Data provided -
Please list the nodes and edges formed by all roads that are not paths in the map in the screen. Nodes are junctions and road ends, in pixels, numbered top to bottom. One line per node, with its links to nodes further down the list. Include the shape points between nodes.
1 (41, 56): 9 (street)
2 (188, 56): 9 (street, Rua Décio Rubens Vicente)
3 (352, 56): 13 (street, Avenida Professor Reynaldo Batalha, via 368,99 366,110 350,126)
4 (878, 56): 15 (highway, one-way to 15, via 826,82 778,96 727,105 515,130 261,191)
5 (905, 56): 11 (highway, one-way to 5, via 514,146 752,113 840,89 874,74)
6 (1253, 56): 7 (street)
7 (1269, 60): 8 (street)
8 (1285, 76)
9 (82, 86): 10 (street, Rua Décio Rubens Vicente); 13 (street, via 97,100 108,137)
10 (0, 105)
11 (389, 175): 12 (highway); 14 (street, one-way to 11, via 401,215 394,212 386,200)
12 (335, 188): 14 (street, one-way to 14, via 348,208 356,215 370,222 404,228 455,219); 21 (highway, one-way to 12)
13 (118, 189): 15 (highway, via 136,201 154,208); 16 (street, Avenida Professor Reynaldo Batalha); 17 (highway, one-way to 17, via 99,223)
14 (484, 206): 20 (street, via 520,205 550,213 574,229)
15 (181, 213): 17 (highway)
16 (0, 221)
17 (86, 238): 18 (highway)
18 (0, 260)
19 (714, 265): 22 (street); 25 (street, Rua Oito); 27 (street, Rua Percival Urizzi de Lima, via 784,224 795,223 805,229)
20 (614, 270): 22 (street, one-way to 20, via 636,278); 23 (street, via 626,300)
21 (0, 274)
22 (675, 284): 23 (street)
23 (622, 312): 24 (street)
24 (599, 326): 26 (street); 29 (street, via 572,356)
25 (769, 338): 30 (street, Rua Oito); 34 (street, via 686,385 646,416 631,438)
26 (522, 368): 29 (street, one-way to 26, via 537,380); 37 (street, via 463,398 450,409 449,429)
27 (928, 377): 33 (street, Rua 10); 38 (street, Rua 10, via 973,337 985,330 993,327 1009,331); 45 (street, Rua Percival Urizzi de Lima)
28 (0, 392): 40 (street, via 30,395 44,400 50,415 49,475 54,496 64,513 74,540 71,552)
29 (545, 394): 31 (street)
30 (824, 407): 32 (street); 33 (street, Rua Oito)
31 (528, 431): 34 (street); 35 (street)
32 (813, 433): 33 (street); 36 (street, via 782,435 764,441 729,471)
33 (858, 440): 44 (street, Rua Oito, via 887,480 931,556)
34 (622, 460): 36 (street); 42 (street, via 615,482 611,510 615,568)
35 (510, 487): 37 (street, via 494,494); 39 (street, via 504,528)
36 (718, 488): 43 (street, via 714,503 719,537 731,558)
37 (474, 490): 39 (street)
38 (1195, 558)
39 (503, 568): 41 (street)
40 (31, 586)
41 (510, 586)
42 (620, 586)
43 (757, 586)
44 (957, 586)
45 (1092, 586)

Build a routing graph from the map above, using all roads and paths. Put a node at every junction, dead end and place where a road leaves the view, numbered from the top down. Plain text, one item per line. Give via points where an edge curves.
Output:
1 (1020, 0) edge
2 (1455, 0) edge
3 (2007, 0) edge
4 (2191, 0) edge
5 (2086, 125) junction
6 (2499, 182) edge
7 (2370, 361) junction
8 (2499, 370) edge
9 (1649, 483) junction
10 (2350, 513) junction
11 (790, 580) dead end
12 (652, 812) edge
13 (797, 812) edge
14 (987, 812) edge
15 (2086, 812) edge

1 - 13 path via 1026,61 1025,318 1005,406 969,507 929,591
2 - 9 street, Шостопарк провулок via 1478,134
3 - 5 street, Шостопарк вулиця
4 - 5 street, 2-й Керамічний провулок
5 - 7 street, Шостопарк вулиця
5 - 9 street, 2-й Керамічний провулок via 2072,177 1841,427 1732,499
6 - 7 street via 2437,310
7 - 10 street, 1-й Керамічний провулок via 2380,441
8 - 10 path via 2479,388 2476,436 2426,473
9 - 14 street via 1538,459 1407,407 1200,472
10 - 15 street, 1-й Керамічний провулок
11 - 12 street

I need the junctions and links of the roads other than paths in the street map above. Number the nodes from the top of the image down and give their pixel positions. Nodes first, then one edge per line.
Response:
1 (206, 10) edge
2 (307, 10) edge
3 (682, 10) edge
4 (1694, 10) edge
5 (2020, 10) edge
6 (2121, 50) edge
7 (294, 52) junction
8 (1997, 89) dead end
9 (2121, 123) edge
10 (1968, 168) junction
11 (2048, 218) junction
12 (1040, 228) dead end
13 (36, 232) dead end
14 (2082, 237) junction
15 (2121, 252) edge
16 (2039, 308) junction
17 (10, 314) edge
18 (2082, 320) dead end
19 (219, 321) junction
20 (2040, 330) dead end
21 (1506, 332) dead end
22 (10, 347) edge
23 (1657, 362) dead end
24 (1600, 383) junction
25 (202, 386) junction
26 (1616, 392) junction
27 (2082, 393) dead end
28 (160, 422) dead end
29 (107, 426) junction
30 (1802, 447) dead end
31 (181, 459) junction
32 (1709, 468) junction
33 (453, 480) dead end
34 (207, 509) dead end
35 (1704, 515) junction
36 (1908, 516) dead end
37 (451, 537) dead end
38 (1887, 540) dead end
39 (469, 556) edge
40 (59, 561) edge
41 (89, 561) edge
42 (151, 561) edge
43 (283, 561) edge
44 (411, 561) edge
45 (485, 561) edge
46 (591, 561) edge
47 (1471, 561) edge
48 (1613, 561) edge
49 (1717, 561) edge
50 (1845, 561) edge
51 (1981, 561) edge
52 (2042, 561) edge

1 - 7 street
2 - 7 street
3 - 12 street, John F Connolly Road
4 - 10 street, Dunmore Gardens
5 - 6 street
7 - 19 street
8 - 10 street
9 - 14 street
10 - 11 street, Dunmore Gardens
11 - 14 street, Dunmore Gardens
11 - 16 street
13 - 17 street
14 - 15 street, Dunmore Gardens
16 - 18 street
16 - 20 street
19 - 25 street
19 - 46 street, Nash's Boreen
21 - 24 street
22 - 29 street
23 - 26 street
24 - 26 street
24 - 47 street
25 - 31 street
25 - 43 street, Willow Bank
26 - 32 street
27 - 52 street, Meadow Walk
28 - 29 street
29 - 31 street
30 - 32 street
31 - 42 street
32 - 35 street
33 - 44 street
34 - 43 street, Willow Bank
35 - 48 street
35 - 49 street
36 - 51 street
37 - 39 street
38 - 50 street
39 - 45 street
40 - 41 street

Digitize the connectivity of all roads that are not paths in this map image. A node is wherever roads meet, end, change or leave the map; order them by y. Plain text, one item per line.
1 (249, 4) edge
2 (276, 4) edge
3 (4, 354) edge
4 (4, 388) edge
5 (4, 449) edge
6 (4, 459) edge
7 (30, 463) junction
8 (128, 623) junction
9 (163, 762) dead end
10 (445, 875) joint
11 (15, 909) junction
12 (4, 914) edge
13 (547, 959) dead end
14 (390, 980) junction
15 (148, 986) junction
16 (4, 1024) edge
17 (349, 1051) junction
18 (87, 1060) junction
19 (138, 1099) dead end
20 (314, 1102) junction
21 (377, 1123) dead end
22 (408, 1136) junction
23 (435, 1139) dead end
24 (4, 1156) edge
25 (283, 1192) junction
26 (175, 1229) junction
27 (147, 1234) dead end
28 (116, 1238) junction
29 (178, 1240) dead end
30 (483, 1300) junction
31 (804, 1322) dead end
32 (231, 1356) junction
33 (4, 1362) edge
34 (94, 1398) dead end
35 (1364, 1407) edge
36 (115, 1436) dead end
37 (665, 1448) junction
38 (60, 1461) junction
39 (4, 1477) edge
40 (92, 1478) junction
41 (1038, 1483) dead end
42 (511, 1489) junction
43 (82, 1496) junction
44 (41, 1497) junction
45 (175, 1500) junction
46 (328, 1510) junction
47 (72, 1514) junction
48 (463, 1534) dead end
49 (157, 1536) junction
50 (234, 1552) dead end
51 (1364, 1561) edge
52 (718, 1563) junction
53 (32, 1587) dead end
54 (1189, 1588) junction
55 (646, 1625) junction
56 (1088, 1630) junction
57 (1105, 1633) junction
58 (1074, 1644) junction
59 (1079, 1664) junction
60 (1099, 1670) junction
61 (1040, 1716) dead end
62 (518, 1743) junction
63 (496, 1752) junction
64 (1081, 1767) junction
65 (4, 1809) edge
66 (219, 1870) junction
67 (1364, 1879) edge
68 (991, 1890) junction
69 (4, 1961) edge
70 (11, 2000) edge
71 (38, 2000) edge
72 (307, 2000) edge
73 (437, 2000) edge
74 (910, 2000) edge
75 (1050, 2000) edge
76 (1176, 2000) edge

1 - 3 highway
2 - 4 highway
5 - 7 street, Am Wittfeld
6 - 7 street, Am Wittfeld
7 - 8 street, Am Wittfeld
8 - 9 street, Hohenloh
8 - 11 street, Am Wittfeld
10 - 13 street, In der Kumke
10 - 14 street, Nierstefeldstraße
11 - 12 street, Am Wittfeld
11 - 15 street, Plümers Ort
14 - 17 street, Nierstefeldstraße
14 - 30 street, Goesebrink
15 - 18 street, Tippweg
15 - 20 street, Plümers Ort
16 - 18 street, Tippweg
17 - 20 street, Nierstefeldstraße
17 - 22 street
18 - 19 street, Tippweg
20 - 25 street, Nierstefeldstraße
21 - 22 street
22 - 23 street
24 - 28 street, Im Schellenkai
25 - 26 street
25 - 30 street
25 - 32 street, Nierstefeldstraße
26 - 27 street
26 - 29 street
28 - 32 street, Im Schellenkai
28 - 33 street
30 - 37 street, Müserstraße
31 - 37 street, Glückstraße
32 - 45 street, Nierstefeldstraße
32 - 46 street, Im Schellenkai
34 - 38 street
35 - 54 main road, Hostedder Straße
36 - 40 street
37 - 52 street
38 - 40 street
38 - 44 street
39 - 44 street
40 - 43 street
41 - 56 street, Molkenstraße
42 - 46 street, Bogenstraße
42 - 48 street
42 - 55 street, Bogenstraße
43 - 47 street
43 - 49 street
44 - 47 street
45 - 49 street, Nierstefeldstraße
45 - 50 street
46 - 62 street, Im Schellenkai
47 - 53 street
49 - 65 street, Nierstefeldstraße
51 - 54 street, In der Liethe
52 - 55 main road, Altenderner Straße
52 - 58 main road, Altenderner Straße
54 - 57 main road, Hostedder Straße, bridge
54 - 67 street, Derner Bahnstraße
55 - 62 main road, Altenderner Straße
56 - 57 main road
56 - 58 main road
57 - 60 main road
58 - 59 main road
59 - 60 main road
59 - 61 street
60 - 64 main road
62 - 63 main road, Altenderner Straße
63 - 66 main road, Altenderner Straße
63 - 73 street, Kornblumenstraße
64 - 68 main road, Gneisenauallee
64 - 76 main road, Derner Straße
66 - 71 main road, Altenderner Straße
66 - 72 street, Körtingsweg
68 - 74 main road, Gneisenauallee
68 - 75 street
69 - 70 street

Exercise goal - A single number is the whole answer here: the number of lines in the data containing "Batalha".

Answer section - 2